Comprehensive vision needed to fix the teacher salary crisis
It’s rare these days to find much consensus on anything related to public education in North Carolina. That’s why it’s encouraging to see such widespread agreement that our state is truly in the midst of a teacher salary crisis. Where there’s less agreement is on what we should do about it.
Last month, state leaders announced a plan to raise base pay for starting teachers to $35,000 by 2015, but left the state’s underlying salary schedule intact. This month, the Educator Effectiveness and Compensation Task Force has held its first meeting to consider alternatives to the statewide schedule.
As task force members, lawmakers and advocates work toward the 2014 legislative session, what we’re likely to see is a pile of piecemeal proposals -- starting salaries here, performance bonuses there. What we should aim for instead is a comprehensive vision of an updated compensation system -- one that’s built to improve student learning, by increasing the chances that every student has an excellent teacher.
Toward that goal, we know a few things from research and national best practice that ought to guide policymakers’ and advocates’ work.
North Carolina needs salary increases for teachers at all levels of experience. Increasing salaries for early-career teachers is a crucial first step, because we’re losing the largest number of teachers in those years, and our schools must compete with neighboring states for top graduates.

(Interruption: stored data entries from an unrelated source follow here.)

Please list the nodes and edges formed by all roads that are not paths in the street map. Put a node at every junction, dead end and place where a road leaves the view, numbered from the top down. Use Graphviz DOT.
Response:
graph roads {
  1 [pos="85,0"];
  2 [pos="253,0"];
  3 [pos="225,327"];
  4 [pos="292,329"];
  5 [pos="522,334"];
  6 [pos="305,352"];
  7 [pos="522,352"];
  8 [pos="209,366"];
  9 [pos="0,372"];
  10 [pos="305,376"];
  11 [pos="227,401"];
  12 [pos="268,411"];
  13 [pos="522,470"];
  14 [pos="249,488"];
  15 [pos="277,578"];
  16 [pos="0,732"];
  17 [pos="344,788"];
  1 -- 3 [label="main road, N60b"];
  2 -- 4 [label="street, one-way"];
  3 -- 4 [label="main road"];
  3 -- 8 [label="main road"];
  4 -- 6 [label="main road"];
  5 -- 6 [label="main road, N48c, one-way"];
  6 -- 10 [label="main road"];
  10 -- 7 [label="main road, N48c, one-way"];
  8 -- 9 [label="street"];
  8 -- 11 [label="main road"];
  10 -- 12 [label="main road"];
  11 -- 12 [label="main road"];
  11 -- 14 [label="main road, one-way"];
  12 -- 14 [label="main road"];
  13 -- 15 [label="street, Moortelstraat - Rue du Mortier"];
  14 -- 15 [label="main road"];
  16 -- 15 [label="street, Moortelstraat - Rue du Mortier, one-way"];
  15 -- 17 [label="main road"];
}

But all North Carolina teachers have seen their wages drop an average of 16 percent over the past decade. Research confirms that pay matters -- to everyone. But competitive salaries matter even more to top performers -- exactly the teachers North Carolina schools can’t afford to lose.
Understand what performance pay can and can’t do. Research has convincingly shown that merit bonuses won’t make teachers more effective. Anyone who has been in a public school recently knows that most teachers are working their tails off, and a bonus aimed at encouraging them to work harder is just insulting.

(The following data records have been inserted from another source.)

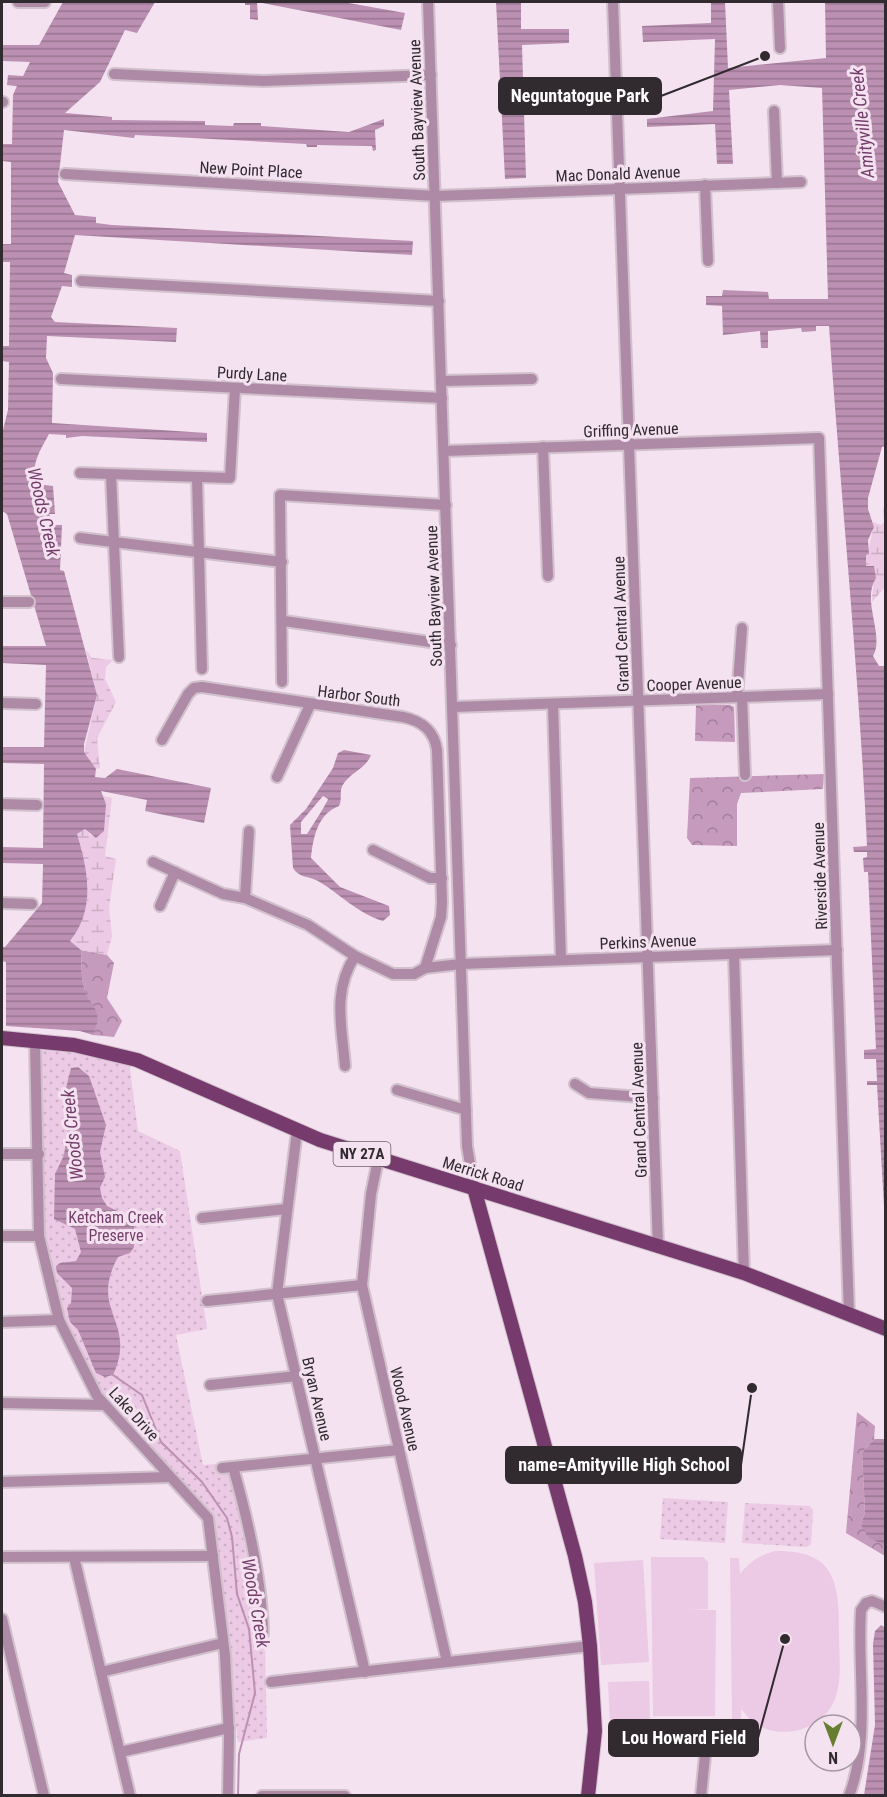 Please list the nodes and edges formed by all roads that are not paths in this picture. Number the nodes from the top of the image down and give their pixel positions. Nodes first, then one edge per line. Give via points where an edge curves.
1 (18, 2) edge
2 (45, 2) edge
3 (428, 2) edge
4 (613, 2) edge
5 (778, 2) edge
6 (780, 48) dead end
7 (114, 74) dead end
8 (431, 75) junction
9 (616, 87) junction
10 (523, 88) dead end
11 (774, 111) dead end
12 (65, 174) dead end
13 (801, 182) dead end
14 (777, 183) junction
15 (705, 185) junction
16 (621, 188) junction
17 (436, 196) junction
18 (708, 261) dead end
19 (81, 281) dead end
20 (440, 301) junction
21 (61, 379) dead end
22 (532, 379) dead end
23 (442, 381) junction
24 (234, 388) junction
25 (442, 398) junction
26 (819, 438) joint
27 (630, 445) junction
28 (543, 447) junction
29 (444, 450) junction
30 (80, 473) dead end
31 (111, 475) junction
32 (197, 477) junction
33 (446, 505) junction
34 (80, 538) dead end
35 (115, 542) junction
36 (199, 552) junction
37 (282, 562) junction
38 (548, 576) dead end
39 (2, 602) edge
40 (29, 602) dead end
41 (284, 621) junction
42 (742, 628) dead end
43 (451, 645) junction
44 (119, 657) dead end
45 (202, 669) dead end
46 (282, 682) dead end
47 (828, 694) junction
48 (739, 697) junction
49 (639, 701) junction
50 (2, 703) edge
51 (36, 704) dead end
52 (553, 704) junction
53 (310, 705) junction
54 (453, 707) junction
55 (162, 740) dead end
56 (745, 775) dead end
57 (277, 777) dead end
58 (2, 804) edge
59 (38, 805) dead end
60 (249, 831) dead end
61 (373, 850) dead end
62 (153, 862) dead end
63 (175, 872) junction
64 (442, 878) junction
65 (245, 898) junction
66 (2, 903) edge
67 (32, 904) dead end
68 (160, 906) dead end
69 (837, 950) junction
70 (734, 954) junction
71 (355, 956) junction
72 (648, 957) junction
73 (561, 960) junction
74 (461, 964) junction
75 (425, 968) junction
76 (2, 1038) edge
77 (35, 1041) junction
78 (345, 1066) dead end
79 (575, 1084) dead end
80 (396, 1090) dead end
81 (653, 1098) junction
82 (466, 1110) junction
83 (297, 1131) junction
84 (2, 1154) edge
85 (39, 1154) junction
86 (378, 1160) junction
87 (474, 1188) junction
88 (286, 1209) junction
89 (202, 1218) dead end
90 (2, 1236) edge
91 (39, 1236) junction
92 (658, 1246) junction
93 (744, 1273) junction
94 (362, 1285) junction
95 (277, 1294) junction
96 (207, 1301) dead end
97 (849, 1313) junction
98 (59, 1320) junction
99 (2, 1322) edge
100 (885, 1329) edge
101 (297, 1376) junction
102 (210, 1385) dead end
103 (2, 1403) edge
104 (105, 1405) junction
105 (399, 1450) junction
106 (315, 1459) junction
107 (170, 1477) junction
108 (2, 1482) edge
109 (213, 1556) junction
110 (2, 1557) edge
111 (74, 1557) junction
112 (885, 1608) edge
113 (2, 1619) edge
114 (263, 1634) dead end
115 (223, 1642) junction
116 (590, 1646) junction
117 (447, 1662) junction
118 (101, 1672) junction
119 (365, 1672) junction
120 (270, 1682) dead end
121 (229, 1728) junction
122 (707, 1736) dead end
123 (120, 1752) junction
124 (44, 1796) edge
125 (130, 1796) edge
126 (228, 1796) edge
127 (262, 1796) edge
128 (345, 1796) edge
129 (588, 1796) edge
130 (701, 1796) edge
131 (849, 1796) edge

1 - 2 street
3 - 8 street, South Bayview Avenue
4 - 9 street, Grand Central Avenue
5 - 6 street
7 - 8 street via 263,81
8 - 17 street, South Bayview Avenue
9 - 10 street
9 - 16 street, Grand Central Avenue
11 - 14 street
12 - 17 street, New Point Place
13 - 14 street, Mac Donald Avenue
14 - 15 street, Mac Donald Avenue
15 - 16 street, Mac Donald Avenue
15 - 18 street
16 - 17 street, Mac Donald Avenue
16 - 27 street, Grand Central Avenue
17 - 20 street, South Bayview Avenue
19 - 20 street
20 - 23 street, South Bayview Avenue
21 - 24 street, Purdy Lane
22 - 23 street
23 - 25 street, South Bayview Avenue
24 - 25 street, Purdy Lane
24 - 32 street via 230,478
25 - 29 street, South Bayview Avenue
26 - 27 street, Griffing Avenue
26 - 47 street, Riverside Avenue
27 - 28 street, Griffing Avenue
27 - 49 street, Grand Central Avenue
28 - 29 street, Griffing Avenue
28 - 38 street
29 - 33 street, South Bayview Avenue
30 - 31 street
31 - 32 street
31 - 35 street
32 - 36 street
33 - 37 street via 280,495
33 - 43 street, South Bayview Avenue
34 - 35 street
35 - 36 street
35 - 44 street
36 - 37 street
36 - 45 street
37 - 41 street
39 - 40 street
41 - 43 street
41 - 46 street
42 - 48 street
43 - 54 street, South Bayview Avenue
47 - 48 street, Cooper Avenue
47 - 69 street, Riverside Avenue
48 - 49 street, Cooper Avenue
48 - 56 street
49 - 52 street, Cooper Avenue
49 - 72 street, Grand Central Avenue
50 - 51 street
52 - 54 street, Cooper Avenue
52 - 73 street
53 - 55 street, Harbor South via 194,688
53 - 57 street
53 - 64 street, Harbor South via 403,717 429,730 437,750
54 - 74 street, South Bayview Avenue
58 - 59 street
60 - 65 street
61 - 64 street via 430,878
62 - 63 street, Perkins Avenue
63 - 65 street, Perkins Avenue via 223,894
63 - 68 street
64 - 75 street, Harbor South via 441,917
65 - 71 street, Perkins Avenue via 308,925
66 - 67 street
69 - 70 street, Perkins Avenue
69 - 97 street, Riverside Avenue
70 - 72 street, Perkins Avenue
70 - 93 street
71 - 75 street, Perkins Avenue via 393,974 414,974
71 - 78 street via 340,990
72 - 73 street, Perkins Avenue
72 - 81 street, Grand Central Avenue
73 - 74 street, Perkins Avenue
74 - 75 street, Perkins Avenue
74 - 82 street, South Bayview Avenue
76 - 77 main road, Merrick Road
77 - 83 main road, Merrick Road via 106,1051 163,1070
77 - 85 street, Lake Drive
79 - 81 street via 590,1093
80 - 82 street
81 - 92 street, Grand Central Avenue
82 - 87 street, South Bayview Avenue via 469,1172
83 - 86 main road, Merrick Road / NY 27A
83 - 88 street, Bryan Avenue
84 - 85 street
85 - 91 street, Lake Drive
86 - 87 main road, Merrick Road / NY 27A
86 - 94 street, Wood Avenue
87 - 92 main road, Merrick Road / NY 27A
87 - 116 main road via 580,1576
88 - 89 street
88 - 95 street, Bryan Avenue
90 - 91 street
91 - 98 street, Lake Drive
92 - 93 main road, Merrick Road / NY 27A
93 - 97 main road, Merrick Road / NY 27A
94 - 95 street
94 - 105 street, Wood Avenue
95 - 96 street
95 - 101 street, Bryan Avenue
97 - 100 main road, Merrick Road / NY 27A
98 - 99 street
98 - 104 street, Lake Drive
101 - 102 street
101 - 106 street, Bryan Avenue
103 - 104 street
104 - 107 street, Lake Drive
105 - 106 street
105 - 117 street, Wood Avenue
106 - 114 street via 228,1468 242,1497 263,1613
106 - 119 street, Bryan Avenue
107 - 108 street
107 - 109 street, Lake Drive via 207,1518
109 - 111 street
109 - 115 street, Lake Drive
110 - 111 street
111 - 118 street
112 - 131 street via 872,1601 861,1610 863,1696 856,1771
113 - 124 street
115 - 118 street
115 - 121 street, Lake Drive
116 - 117 street
116 - 129 main road via 594,1731
117 - 119 street
118 - 123 street
119 - 120 street
121 - 123 street
121 - 126 street, Lake Drive
122 - 130 street
123 - 125 street
127 - 128 street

On the other hand, rewarding success can change who enters and stays in the profession -- by attracting more high-potential candidates and encouraging great teachers to stick around. And improving recruitment and retention among top-performers increases performance overall.
But to work well, performance-driven compensation must be fair, sustainable, and encourage leadership and collaboration. In contrast to current law -- a 25 percent cap on the number of teachers who can earn just $5,000 over four years -- successful programs commit real money to teachers who show consistent excellence, and give them meaningful opportunities to grow and lead in their careers.
There may be a bright side to North Carolina’s current salary crisis. It presents a great opportunity to make overdue investments in our state’s great teachers, based on factors that matter most to students’ success. But we must keep that big picture in mind, and not get distracted by piecemeal plans that only address – or appear to address – one part of a very big problem.
Julie Kowal is executive director of CarolinaCAN: The North Carolina Campaign for Achievement Now.